▸ EXERCISE AIM
Output all entries below exactly as they are given.

▸ INPUT

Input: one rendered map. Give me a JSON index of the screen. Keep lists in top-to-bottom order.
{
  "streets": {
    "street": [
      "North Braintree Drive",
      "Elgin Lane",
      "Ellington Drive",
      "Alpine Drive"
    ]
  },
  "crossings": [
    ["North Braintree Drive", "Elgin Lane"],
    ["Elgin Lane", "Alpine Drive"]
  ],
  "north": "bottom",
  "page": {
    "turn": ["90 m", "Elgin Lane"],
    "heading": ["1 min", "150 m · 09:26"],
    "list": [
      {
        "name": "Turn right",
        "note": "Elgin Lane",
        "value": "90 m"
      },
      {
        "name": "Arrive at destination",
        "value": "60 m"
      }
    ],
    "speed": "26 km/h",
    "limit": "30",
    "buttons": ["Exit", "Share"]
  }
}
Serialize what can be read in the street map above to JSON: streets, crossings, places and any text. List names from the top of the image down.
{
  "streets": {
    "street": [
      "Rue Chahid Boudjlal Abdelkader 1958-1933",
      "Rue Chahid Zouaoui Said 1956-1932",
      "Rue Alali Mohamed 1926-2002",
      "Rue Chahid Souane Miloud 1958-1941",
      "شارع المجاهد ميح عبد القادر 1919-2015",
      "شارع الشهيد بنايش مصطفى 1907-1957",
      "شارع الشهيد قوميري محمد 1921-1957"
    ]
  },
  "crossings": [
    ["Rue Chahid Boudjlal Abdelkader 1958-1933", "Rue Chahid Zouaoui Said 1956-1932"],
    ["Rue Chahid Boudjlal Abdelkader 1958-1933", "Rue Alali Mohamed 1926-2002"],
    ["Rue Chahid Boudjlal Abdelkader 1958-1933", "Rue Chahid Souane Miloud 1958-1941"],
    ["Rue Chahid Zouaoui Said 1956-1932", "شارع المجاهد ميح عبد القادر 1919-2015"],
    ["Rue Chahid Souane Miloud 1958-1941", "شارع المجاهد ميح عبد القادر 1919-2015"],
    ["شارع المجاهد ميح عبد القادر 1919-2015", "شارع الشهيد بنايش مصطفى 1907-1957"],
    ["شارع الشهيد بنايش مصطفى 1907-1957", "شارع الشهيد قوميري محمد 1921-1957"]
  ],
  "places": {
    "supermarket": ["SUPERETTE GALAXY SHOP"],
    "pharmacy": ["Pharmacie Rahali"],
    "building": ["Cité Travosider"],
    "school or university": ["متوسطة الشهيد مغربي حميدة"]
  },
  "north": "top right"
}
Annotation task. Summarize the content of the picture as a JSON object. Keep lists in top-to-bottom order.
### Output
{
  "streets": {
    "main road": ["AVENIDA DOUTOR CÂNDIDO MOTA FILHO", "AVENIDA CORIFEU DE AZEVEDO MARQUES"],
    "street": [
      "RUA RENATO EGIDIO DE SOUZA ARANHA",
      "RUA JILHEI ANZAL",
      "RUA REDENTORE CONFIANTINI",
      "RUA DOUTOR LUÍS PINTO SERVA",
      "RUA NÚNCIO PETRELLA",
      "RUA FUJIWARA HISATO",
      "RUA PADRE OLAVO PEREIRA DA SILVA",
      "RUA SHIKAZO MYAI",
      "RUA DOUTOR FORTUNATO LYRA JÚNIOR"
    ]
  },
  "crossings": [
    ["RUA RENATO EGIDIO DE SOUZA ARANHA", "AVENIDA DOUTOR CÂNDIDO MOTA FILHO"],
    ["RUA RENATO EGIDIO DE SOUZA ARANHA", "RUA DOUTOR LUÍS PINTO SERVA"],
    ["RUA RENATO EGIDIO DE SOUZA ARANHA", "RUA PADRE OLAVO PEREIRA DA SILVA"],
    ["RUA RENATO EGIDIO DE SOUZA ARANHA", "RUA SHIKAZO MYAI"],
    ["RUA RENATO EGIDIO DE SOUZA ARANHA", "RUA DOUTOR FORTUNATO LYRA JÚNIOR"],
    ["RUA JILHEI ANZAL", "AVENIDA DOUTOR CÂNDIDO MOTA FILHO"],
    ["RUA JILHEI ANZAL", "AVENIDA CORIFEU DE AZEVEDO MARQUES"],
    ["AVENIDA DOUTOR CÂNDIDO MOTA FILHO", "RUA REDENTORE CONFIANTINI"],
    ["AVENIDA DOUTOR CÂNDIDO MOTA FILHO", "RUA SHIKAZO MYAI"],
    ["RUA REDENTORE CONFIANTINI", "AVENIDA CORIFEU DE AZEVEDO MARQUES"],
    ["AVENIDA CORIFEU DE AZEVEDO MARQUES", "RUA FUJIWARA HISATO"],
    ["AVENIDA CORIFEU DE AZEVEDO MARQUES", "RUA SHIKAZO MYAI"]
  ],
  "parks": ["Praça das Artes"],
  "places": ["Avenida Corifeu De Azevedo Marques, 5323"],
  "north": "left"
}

▸ SOLUTION FOR THIS TASK
Input: one rendered map. Give me a JSON index of the screen. Keep lists in top-to-bottom order.
{
  "streets": {
    "street": [
      "North Braintree Drive",
      "Elgin Lane",
      "Ellington Drive",
      "Alpine Drive"
    ]
  },
  "crossings": [
    ["North Braintree Drive", "Elgin Lane"],
    ["Elgin Lane", "Alpine Drive"]
  ],
  "north": "bottom",
  "page": {
    "turn": ["90 m", "Elgin Lane"],
    "heading": ["1 min", "150 m · 09:26"],
    "list": [
      {
        "name": "Turn right",
        "note": "Elgin Lane",
        "value": "90 m"
      },
      {
        "name": "Arrive at destination",
        "value": "60 m"
      }
    ],
    "speed": "26 km/h",
    "limit": "30",
    "buttons": ["Exit", "Share"]
  }
}
Serialize what can be read in the street map above to JSON: streets, crossings, places and any text. List names from the top of the image down.
{
  "streets": {
    "street": [
      "Rue Chahid Boudjlal Abdelkader 1958-1933",
      "Rue Chahid Zouaoui Said 1956-1932",
      "Rue Alali Mohamed 1926-2002",
      "Rue Chahid Souane Miloud 1958-1941",
      "شارع المجاهد ميح عبد القادر 1919-2015",
      "شارع الشهيد بنايش مصطفى 1907-1957",
      "شارع الشهيد قوميري محمد 1921-1957"
    ]
  },
  "crossings": [
    ["Rue Chahid Boudjlal Abdelkader 1958-1933", "Rue Chahid Zouaoui Said 1956-1932"],
    ["Rue Chahid Boudjlal Abdelkader 1958-1933", "Rue Alali Mohamed 1926-2002"],
    ["Rue Chahid Boudjlal Abdelkader 1958-1933", "Rue Chahid Souane Miloud 1958-1941"],
    ["Rue Chahid Zouaoui Said 1956-1932", "شارع المجاهد ميح عبد القادر 1919-2015"],
    ["Rue Chahid Souane Miloud 1958-1941", "شارع المجاهد ميح عبد القادر 1919-2015"],
    ["شارع المجاهد ميح عبد القادر 1919-2015", "شارع الشهيد بنايش مصطفى 1907-1957"],
    ["شارع الشهيد بنايش مصطفى 1907-1957", "شارع الشهيد قوميري محمد 1921-1957"]
  ],
  "places": {
    "supermarket": ["SUPERETTE GALAXY SHOP"],
    "pharmacy": ["Pharmacie Rahali"],
    "building": ["Cité Travosider"],
    "school or university": ["متوسطة الشهيد مغربي حميدة"]
  },
  "north": "top right"
}
Annotation task. Summarize the content of the picture as a JSON object. Keep lists in top-to-bottom order.
### Output
{
  "streets": {
    "main road": ["AVENIDA DOUTOR CÂNDIDO MOTA FILHO", "AVENIDA CORIFEU DE AZEVEDO MARQUES"],
    "street": [
      "RUA RENATO EGIDIO DE SOUZA ARANHA",
      "RUA JILHEI ANZAL",
      "RUA REDENTORE CONFIANTINI",
      "RUA DOUTOR LUÍS PINTO SERVA",
      "RUA NÚNCIO PETRELLA",
      "RUA FUJIWARA HISATO",
      "RUA PADRE OLAVO PEREIRA DA SILVA",
      "RUA SHIKAZO MYAI",
      "RUA DOUTOR FORTUNATO LYRA JÚNIOR"
    ]
  },
  "crossings": [
    ["RUA RENATO EGIDIO DE SOUZA ARANHA", "AVENIDA DOUTOR CÂNDIDO MOTA FILHO"],
    ["RUA RENATO EGIDIO DE SOUZA ARANHA", "RUA DOUTOR LUÍS PINTO SERVA"],
    ["RUA RENATO EGIDIO DE SOUZA ARANHA", "RUA PADRE OLAVO PEREIRA DA SILVA"],
    ["RUA RENATO EGIDIO DE SOUZA ARANHA", "RUA SHIKAZO MYAI"],
    ["RUA RENATO EGIDIO DE SOUZA ARANHA", "RUA DOUTOR FORTUNATO LYRA JÚNIOR"],
    ["RUA JILHEI ANZAL", "AVENIDA DOUTOR CÂNDIDO MOTA FILHO"],
    ["RUA JILHEI ANZAL", "AVENIDA CORIFEU DE AZEVEDO MARQUES"],
    ["AVENIDA DOUTOR CÂNDIDO MOTA FILHO", "RUA REDENTORE CONFIANTINI"],
    ["AVENIDA DOUTOR CÂNDIDO MOTA FILHO", "RUA SHIKAZO MYAI"],
    ["RUA REDENTORE CONFIANTINI", "AVENIDA CORIFEU DE AZEVEDO MARQUES"],
    ["AVENIDA CORIFEU DE AZEVEDO MARQUES", "RUA FUJIWARA HISATO"],
    ["AVENIDA CORIFEU DE AZEVEDO MARQUES", "RUA SHIKAZO MYAI"]
  ],
  "parks": ["Praça das Artes"],
  "places": ["Avenida Corifeu De Azevedo Marques, 5323"],
  "north": "left"
}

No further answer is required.